Já fui convidado por diversos partidos para qualquer cargo que eu quisesse, menos o de presidente. Mas eu penso que teria que sofrer uma adaptação bem grande. O conceito que se tem de honestidade, de cumprimento de dever, é bem diferente no mundo político. Não quero dizer que todos os políticos são sebosos, safados, mas uma grande parte é. Então, se eu fosse algum dia político, só seria por um mandato. Porque se eu não entro no esquema não sou reeleito.
Recentemente os ministros do STF (Supremo Tribunal Federal) decidiram não aplicar a lei da Ficha Limpa para a última eleição. O que o senhor achou?
Acho bem discutível. Todos eles têm razão, tanto quem votou contra como quem votou a favor. As duas interpretações têm fundamentos. Pela minha formação, eu votaria pela aplicação da Ficha Limpa. Eu consideraria como peso a sociedade. A angústia da sociedade.
Este ano houve um corte na verba da PF, o que prejudicaria o policiamento das fronteiras. Como o senhor vê o controle de fronteiras do Brasil?
É péssimo. Temos cerca de 16.000 km de fronteira seca. Com passagem a quem vai e a quem vem de maneira descontrolada. Você não vê policiais nessa fronteira. Vamos pegar como exemplo o Estado de Mato Grosso do Sul. Temos uma delegacia da polícia federal lá em Corumbá. Aí você vai andar uma eternidade pela fronteira até encontrar outra lá em Ponta Porã. Depois só em Naviraí. Matematicamente se prova que a fronteira está despolicializada.
Isso no Mato Grosso do Sul, uma das portas do tráfico.
A fronteira mais complexa com relação ao tráfico de drogas e armas é a desse Estado. Não tem outra. O MS faz fronteira com dois países que são peças-chave nesse comércio: o Paraguai, que é o segundo produtor mundial de maconha e é um imenso corredor da cocaína; e a Bolívia, que é o terceiro produtor mundial de cocaína.
Com tantas ameaças, o senhor se sente prisioneiro?
Na realidade eu me sinto, porque ainda que ande com segurança não tenho aquela liberdade de frequentar qualquer ambiente. Eu fico mais em casa. Digamos que fico numa situação assim de preso no regime semi-aberto. Como é que eu vou à casa de um amigo com um monte de gente armada? As pessoas acham que é glamoroso, é status, mas na verdade é sempre um constrangimento.
Depois de tanto tempo de carreira, aos 62 anos, quando o senhor olha para trás acredita que valeu a pena ter perdido a liberdade?

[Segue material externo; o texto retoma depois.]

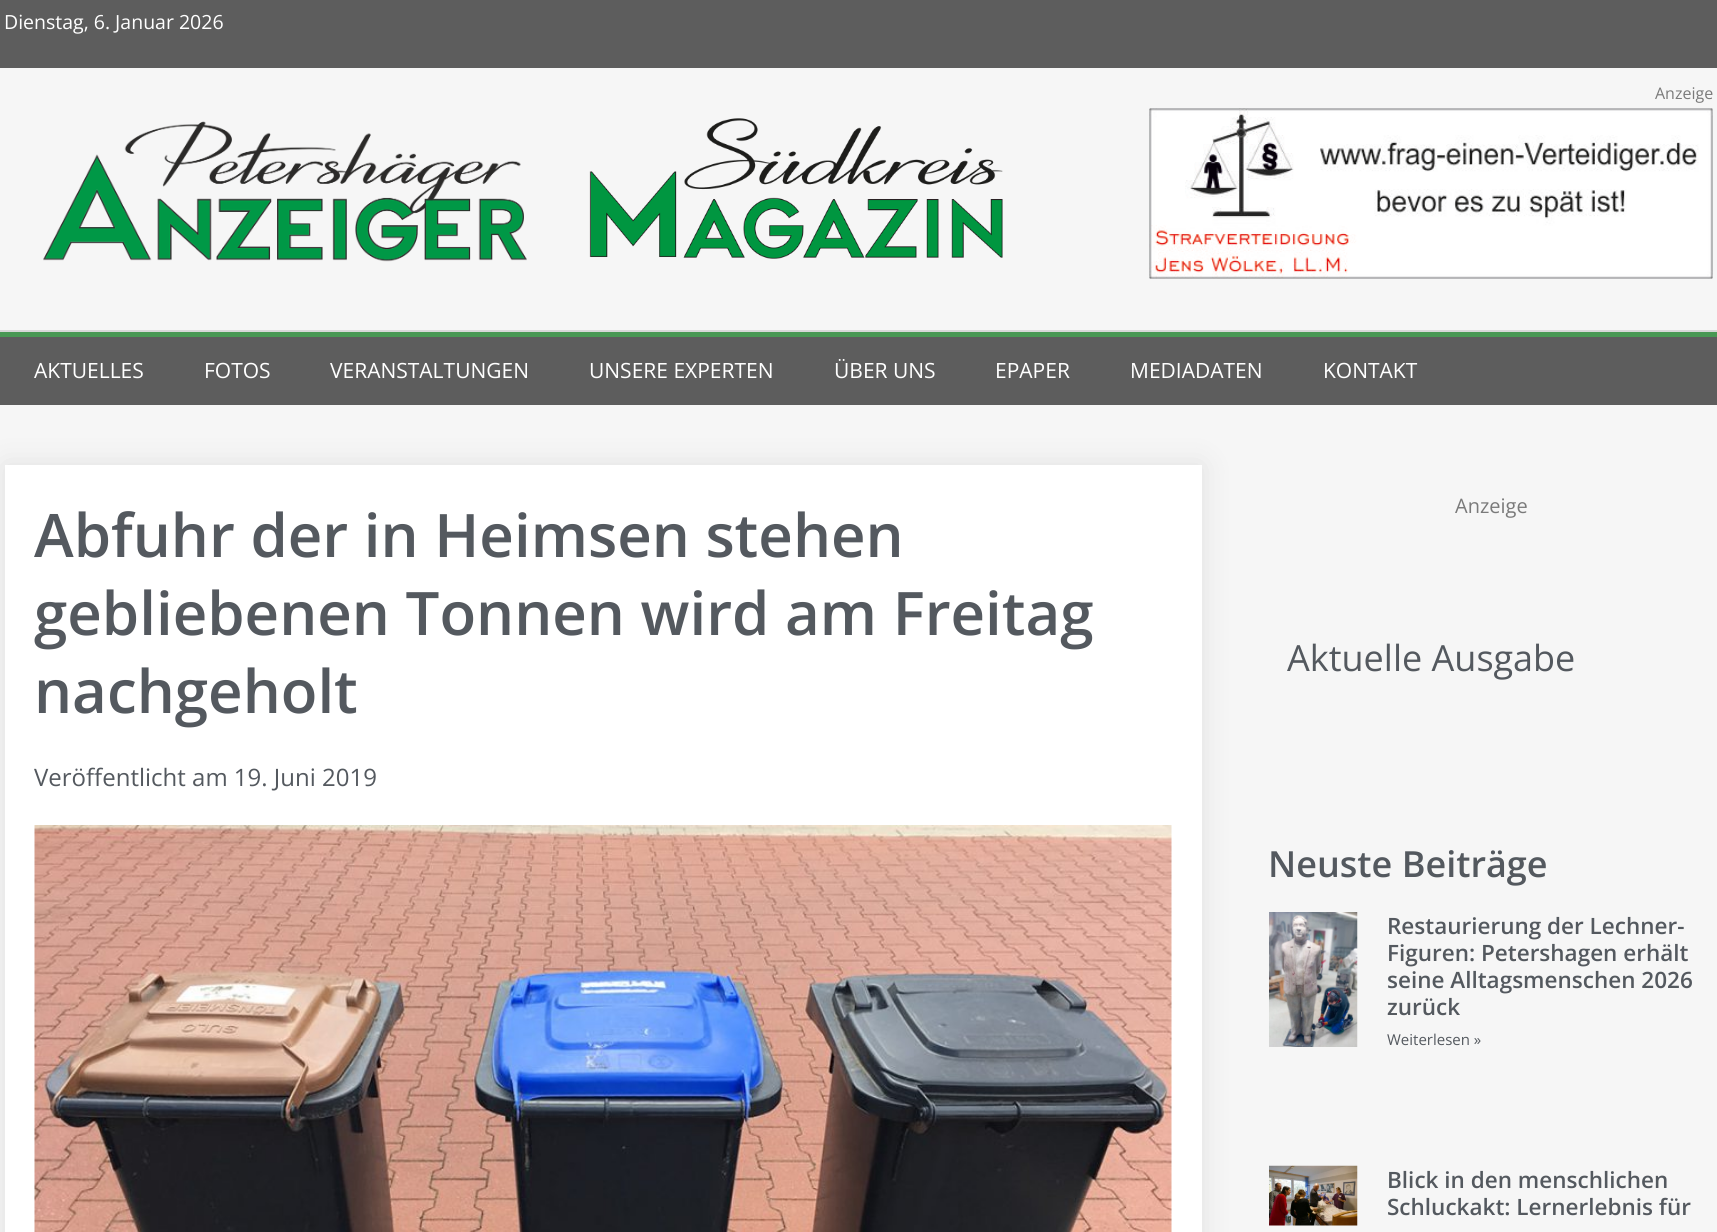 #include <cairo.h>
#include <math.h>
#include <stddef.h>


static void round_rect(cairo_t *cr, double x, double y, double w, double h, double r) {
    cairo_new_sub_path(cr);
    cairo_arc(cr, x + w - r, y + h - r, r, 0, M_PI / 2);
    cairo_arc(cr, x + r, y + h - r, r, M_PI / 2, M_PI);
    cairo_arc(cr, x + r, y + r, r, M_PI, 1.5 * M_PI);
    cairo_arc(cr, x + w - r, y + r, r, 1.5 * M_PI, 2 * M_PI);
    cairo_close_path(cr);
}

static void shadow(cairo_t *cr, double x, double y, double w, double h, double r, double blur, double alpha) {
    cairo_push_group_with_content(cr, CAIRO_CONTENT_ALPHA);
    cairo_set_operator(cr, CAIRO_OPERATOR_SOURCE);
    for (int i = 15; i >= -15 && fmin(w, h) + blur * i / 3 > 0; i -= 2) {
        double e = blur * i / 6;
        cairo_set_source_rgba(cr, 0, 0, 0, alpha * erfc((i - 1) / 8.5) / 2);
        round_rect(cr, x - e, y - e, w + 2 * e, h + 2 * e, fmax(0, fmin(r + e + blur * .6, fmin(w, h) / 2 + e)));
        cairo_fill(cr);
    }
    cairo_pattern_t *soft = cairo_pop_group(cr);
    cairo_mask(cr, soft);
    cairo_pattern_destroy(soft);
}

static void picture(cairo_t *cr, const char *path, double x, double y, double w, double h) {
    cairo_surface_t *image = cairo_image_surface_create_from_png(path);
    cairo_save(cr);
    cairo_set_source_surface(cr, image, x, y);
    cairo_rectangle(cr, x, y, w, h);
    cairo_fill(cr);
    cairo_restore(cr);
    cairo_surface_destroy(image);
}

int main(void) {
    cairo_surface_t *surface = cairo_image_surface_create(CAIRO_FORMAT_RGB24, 1717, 1232);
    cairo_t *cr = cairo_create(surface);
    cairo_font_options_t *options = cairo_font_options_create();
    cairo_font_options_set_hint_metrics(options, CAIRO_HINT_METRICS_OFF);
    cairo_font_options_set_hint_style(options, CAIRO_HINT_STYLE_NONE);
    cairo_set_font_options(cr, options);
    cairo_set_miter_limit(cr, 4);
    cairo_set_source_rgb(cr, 0.961, 0.961, 0.961);
    cairo_paint(cr);
    cairo_set_source_rgb(cr, 0.365, 0.365, 0.365);
    cairo_rectangle(cr, 0, 0, 1717, 68);
    cairo_fill(cr);
    cairo_select_font_face(cr, "Open Sans", CAIRO_FONT_SLANT_NORMAL, CAIRO_FONT_WEIGHT_NORMAL);
    cairo_set_font_size(cr, 19.5);
    cairo_set_source_rgb(cr, 1, 1, 1);
    cairo_move_to(cr, 4, 29);
    cairo_show_text(cr, "Dienstag, 6. Januar 2026");
    cairo_set_source_rgb(cr, 0.847, 0.847, 0.847);
    cairo_rectangle(cr, 0, 330, 1717, 2);
    cairo_fill(cr);
    cairo_set_font_size(cr, 16);
    cairo_set_source_rgb(cr, 0.478, 0.478, 0.478);
    cairo_move_to(cr, 1655, 99);
    cairo_show_text(cr, "Anzeige");
    picture(cr, "img1.png", 1149, 108, 564, 171);
    picture(cr, "img2.png", 43, 121, 484, 141);
    picture(cr, "img3.png", 589, 118, 414, 141);
    cairo_set_source_rgb(cr, 0.365, 0.365, 0.365);
    cairo_rectangle(cr, 0, 337, 1717, 68);
    cairo_fill(cr);
    cairo_set_source_rgb(cr, 0.286, 0.596, 0.329);
    cairo_rectangle(cr, 0, 332, 1717, 5);
    cairo_fill(cr);
    cairo_set_font_size(cr, 21);
    cairo_set_source_rgb(cr, 1, 1, 1);
    cairo_move_to(cr, 34, 378);
    cairo_show_text(cr, "AKTUELLES");
    cairo_move_to(cr, 204, 378);
    cairo_show_text(cr, "FOTOS");
    cairo_move_to(cr, 330, 378);
    cairo_show_text(cr, "VERANSTALTUNGEN");
    cairo_move_to(cr, 589, 378);
    cairo_show_text(cr, "UNSERE EXPERTEN");
    cairo_move_to(cr, 834, 378);
    cairo_show_text(cr, "ÜBER UNS");
    cairo_move_to(cr, 995, 378);
    cairo_show_text(cr, "EPAPER");
    cairo_move_to(cr, 1130, 378);
    cairo_show_text(cr, "MEDIADATEN");
    cairo_move_to(cr, 1323, 378);
    cairo_show_text(cr, "KONTAKT");
    cairo_set_source_rgb(cr, 0, 0, 0);
    shadow(cr, 5, 465, 1197, 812, 0, 15, 0.09);
    cairo_set_source_rgb(cr, 1, 1, 1);
    cairo_rectangle(cr, 5, 465, 1197, 767);
    cairo_fill(cr);
    cairo_select_font_face(cr, "Open Sans SemiBold", CAIRO_FONT_SLANT_NORMAL, CAIRO_FONT_WEIGHT_NORMAL);
    cairo_set_font_size(cr, 60);
    cairo_set_source_rgb(cr, 0.329, 0.349, 0.373);
    cairo_move_to(cr, 34, 557);
    cairo_show_text(cr, "Abfuhr der in Heimsen stehen");
    cairo_move_to(cr, 34, 635);
    cairo_show_text(cr, "gebliebenen Tonnen wird am Freitag");
    cairo_move_to(cr, 34, 713);
    cairo_show_text(cr, "nachgeholt");
    cairo_select_font_face(cr, "Open Sans", CAIRO_FONT_SLANT_NORMAL, CAIRO_FONT_WEIGHT_NORMAL);
    cairo_set_font_size(cr, 24);
    cairo_move_to(cr, 34, 786);
    cairo_show_text(cr, "Veröffentlicht am 19. Juni 2019");
    picture(cr, "img4.png", 34, 825, 1138, 407);
    cairo_set_font_size(cr, 20);
    cairo_set_source_rgb(cr, 0.478, 0.478, 0.478);
    cairo_move_to(cr, 1455, 513);
    cairo_show_text(cr, "Anzeige");
    cairo_set_font_size(cr, 36);
    cairo_set_source_rgb(cr, 0.329, 0.349, 0.373);
    cairo_move_to(cr, 1287, 671);
    cairo_show_text(cr, "Aktuelle Ausgabe");
    cairo_select_font_face(cr, "Open Sans SemiBold", CAIRO_FONT_SLANT_NORMAL, CAIRO_FONT_WEIGHT_NORMAL);
    cairo_move_to(cr, 1268, 877);
    cairo_show_text(cr, "Neuste Beiträge");
    picture(cr, "img5.png", 1269, 912, 89, 135);
    cairo_set_font_size(cr, 22.5);
    cairo_move_to(cr, 1387, 934);
    cairo_show_text(cr, "Restaurierung der Lechner-");
    cairo_move_to(cr, 1387, 961);
    cairo_show_text(cr, "Figuren: Petershagen erhält");
    cairo_move_to(cr, 1387, 988);
    cairo_show_text(cr, "seine Alltagsmenschen 2026");
    cairo_move_to(cr, 1387, 1015);
    cairo_show_text(cr, "zurück");
    cairo_select_font_face(cr, "Open Sans", CAIRO_FONT_SLANT_NORMAL, CAIRO_FONT_WEIGHT_NORMAL);
    cairo_set_font_size(cr, 15);
    cairo_move_to(cr, 1387, 1045);
    cairo_show_text(cr, "Weiterlesen »");
    picture(cr, "img6.png", 1269, 1165, 89, 61);
    cairo_select_font_face(cr, "Open Sans SemiBold", CAIRO_FONT_SLANT_NORMAL, CAIRO_FONT_WEIGHT_NORMAL);
    cairo_set_font_size(cr, 22.5);
    cairo_move_to(cr, 1387, 1188);
    cairo_show_text(cr, "Blick in den menschlichen");
    cairo_move_to(cr, 1387, 1215);
    cairo_show_text(cr, "Schluckakt: Lernerlebnis für");
    cairo_surface_write_to_png(surface, "page.png");
    cairo_font_options_destroy(options);
    cairo_destroy(cr);
    cairo_surface_destroy(surface);
    return 0;
}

Se eu contabilizar benefícios pessoais, não vale nada. O prejuízo foi imenso, incalculável. Só que juiz nenhum pode querer ser juiz pensando em benefícios pessoais. Ele já tem que entrar assumindo o risco de ter que passar pela privação. Mas, com relação ao benefício para a sociedade, compensou grandemente. Não me arrependo de nada e faria tudo de novo. Só que faria de maneira mais rigorosa ainda.